Dans ses mémoires publiés en 2010, Si ça vous amuse. Chronique de mes faits et méfaits (J’ai lu, réédition, 2014), Michel Rocard raconte avoir donné « comme ministre […] un puissant coup d’accélérateur à l’économie sociale ».
Il n’est pas rare que de tels récits soient autant des reconstructions de la réalité historique que des justifications des décisions prises. Rien de tout cela avec Michel Rocard. Il y apporte un témoignage précis et éclairant sur la décennie 1974-1983 qui l’a conduit de l’utopie autogestionnaire à l’institutionnalisation de l’économie sociale.

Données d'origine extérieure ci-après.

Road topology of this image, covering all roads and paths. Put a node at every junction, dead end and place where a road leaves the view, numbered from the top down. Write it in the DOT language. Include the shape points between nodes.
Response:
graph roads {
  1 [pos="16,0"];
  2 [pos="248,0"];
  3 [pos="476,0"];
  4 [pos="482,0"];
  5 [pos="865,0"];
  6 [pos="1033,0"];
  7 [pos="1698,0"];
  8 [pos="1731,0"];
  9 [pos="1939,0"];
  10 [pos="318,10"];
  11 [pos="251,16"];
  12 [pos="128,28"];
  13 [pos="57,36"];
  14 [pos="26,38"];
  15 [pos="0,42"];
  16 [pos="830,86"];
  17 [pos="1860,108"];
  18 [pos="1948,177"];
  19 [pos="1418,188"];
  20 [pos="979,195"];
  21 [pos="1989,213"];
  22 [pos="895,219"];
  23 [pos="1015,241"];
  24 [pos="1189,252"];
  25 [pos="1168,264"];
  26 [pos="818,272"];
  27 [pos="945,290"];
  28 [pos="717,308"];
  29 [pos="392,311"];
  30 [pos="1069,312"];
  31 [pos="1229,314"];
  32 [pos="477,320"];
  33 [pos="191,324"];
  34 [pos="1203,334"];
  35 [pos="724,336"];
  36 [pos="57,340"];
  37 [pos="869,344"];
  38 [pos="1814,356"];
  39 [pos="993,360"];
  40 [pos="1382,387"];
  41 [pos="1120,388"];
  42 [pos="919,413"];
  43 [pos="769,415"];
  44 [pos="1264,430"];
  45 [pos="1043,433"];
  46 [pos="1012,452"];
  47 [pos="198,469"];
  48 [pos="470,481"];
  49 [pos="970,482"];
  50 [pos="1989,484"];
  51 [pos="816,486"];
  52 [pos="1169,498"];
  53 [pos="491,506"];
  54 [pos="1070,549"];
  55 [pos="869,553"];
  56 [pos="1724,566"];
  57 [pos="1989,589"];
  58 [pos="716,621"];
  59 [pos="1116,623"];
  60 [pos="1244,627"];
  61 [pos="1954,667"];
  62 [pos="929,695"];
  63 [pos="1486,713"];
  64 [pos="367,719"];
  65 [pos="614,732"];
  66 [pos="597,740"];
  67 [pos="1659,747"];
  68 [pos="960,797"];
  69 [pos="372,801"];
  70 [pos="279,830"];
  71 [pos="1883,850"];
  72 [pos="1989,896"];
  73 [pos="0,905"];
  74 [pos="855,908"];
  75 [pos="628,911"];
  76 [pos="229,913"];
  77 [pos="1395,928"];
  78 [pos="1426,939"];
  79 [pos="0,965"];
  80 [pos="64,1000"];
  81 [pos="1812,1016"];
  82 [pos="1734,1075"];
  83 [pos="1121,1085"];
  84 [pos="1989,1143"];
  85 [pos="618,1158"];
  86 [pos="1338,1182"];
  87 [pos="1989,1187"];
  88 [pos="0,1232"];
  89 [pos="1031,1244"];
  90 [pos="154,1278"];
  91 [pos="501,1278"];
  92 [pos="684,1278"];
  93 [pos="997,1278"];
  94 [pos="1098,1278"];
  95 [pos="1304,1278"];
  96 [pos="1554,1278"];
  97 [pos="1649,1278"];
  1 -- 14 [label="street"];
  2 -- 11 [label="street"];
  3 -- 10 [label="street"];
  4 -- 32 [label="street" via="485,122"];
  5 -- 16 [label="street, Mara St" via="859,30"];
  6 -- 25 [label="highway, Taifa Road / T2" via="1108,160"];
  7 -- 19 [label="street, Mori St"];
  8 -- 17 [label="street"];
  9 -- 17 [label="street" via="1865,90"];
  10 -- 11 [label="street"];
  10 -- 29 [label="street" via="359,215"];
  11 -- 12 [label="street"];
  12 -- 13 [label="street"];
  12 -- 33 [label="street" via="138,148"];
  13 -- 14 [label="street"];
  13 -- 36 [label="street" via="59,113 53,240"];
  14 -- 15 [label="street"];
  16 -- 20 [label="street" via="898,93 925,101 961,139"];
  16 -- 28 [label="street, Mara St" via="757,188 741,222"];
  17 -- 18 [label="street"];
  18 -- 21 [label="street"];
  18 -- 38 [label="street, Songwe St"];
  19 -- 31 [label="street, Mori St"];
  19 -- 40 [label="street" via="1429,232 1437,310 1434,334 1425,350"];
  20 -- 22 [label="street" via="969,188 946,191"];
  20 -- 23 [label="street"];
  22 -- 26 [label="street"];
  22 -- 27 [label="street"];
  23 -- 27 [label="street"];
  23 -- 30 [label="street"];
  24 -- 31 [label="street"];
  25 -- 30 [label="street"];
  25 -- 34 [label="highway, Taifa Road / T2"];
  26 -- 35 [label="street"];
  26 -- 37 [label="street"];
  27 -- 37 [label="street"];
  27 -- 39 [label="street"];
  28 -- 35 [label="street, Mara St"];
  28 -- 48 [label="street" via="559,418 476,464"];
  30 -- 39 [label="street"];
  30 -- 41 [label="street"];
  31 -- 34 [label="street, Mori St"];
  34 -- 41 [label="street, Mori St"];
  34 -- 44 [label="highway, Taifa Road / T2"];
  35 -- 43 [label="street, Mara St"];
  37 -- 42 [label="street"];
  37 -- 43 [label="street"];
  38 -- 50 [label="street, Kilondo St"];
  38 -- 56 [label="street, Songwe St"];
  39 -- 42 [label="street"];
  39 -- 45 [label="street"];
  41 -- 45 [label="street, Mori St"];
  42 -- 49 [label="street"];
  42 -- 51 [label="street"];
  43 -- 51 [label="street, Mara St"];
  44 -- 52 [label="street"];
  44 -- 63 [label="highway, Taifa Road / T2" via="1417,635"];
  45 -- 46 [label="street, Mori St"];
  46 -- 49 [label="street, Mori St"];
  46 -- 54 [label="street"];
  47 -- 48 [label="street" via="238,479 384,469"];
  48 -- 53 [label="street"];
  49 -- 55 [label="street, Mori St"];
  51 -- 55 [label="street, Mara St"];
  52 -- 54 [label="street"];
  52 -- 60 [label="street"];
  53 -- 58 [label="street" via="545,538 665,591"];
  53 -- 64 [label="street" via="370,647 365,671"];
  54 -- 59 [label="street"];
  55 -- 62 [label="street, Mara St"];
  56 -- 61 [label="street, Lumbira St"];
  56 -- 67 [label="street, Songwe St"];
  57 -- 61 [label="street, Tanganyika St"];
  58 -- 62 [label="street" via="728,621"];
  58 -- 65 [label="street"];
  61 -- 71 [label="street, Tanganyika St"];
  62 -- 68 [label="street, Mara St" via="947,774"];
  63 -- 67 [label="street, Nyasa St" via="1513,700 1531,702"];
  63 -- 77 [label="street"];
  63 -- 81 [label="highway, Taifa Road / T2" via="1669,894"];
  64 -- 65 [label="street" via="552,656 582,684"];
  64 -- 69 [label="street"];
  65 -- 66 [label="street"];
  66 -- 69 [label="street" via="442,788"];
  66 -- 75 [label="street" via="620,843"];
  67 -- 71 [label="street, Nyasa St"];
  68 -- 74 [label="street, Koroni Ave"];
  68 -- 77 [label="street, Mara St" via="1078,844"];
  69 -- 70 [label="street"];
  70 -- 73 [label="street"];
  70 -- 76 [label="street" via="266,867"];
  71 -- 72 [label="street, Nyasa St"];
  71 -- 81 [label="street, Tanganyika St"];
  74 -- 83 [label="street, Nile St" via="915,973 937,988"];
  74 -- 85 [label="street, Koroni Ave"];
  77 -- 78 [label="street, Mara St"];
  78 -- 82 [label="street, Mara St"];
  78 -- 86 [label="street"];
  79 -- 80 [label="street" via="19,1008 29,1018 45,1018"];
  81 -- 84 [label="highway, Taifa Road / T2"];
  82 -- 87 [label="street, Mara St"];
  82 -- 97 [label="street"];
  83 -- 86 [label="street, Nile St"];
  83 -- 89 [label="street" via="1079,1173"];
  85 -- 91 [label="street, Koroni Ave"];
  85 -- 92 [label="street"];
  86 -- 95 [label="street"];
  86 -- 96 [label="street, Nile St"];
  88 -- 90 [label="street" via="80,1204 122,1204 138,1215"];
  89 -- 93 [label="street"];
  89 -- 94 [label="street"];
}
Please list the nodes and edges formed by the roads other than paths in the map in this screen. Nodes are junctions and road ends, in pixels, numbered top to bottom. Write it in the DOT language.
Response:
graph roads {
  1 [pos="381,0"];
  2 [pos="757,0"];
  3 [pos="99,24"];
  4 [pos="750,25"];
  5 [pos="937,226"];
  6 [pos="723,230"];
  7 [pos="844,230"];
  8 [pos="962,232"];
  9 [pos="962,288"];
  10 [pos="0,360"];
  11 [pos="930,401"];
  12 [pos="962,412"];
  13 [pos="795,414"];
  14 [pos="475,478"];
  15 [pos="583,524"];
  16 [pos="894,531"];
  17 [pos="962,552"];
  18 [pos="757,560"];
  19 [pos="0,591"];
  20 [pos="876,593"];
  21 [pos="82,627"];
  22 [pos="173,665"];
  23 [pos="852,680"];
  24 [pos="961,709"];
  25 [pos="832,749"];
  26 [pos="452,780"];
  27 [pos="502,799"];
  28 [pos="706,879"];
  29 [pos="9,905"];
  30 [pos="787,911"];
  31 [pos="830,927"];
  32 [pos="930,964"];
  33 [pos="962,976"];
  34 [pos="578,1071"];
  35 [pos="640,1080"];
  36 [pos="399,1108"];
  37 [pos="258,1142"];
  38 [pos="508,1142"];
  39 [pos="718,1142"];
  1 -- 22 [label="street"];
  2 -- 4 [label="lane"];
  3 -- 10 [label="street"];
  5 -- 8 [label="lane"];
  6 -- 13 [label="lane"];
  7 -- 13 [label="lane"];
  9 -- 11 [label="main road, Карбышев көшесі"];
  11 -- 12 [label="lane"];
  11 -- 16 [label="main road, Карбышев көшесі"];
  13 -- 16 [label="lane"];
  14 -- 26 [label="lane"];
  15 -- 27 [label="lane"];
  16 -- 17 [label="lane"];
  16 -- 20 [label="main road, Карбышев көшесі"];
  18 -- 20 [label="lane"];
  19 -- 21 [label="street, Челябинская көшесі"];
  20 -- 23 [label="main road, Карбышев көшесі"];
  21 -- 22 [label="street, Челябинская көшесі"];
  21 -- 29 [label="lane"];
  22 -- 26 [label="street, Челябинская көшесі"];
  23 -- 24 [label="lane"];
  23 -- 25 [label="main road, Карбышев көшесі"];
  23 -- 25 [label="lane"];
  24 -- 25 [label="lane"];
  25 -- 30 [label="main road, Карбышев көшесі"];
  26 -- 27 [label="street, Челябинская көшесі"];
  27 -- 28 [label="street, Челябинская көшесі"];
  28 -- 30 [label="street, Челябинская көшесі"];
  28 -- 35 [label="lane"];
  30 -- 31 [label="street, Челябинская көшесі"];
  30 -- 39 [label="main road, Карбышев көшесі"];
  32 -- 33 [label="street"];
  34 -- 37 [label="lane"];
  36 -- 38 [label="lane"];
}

Revitalisation de la société civile
Tout commence en 1974 quand Michel Rocard quitte le PSU pour rejoindre le Parti socialiste, dont il devient secrétaire national en charge du secteur public. L’année suivante il y organise une convention nationale qui adopte les « Quinze thèses sur l’autogestion », où se dessine une « révolution culturelle » de la gauche étatiste. L’autogestion fonctionne cependant surtout comme un discours proposant un référentiel à la gauche non communiste, que seules quelques luttes exemplaires (comme celle des Lip, à Besançon) viennent concrétiser.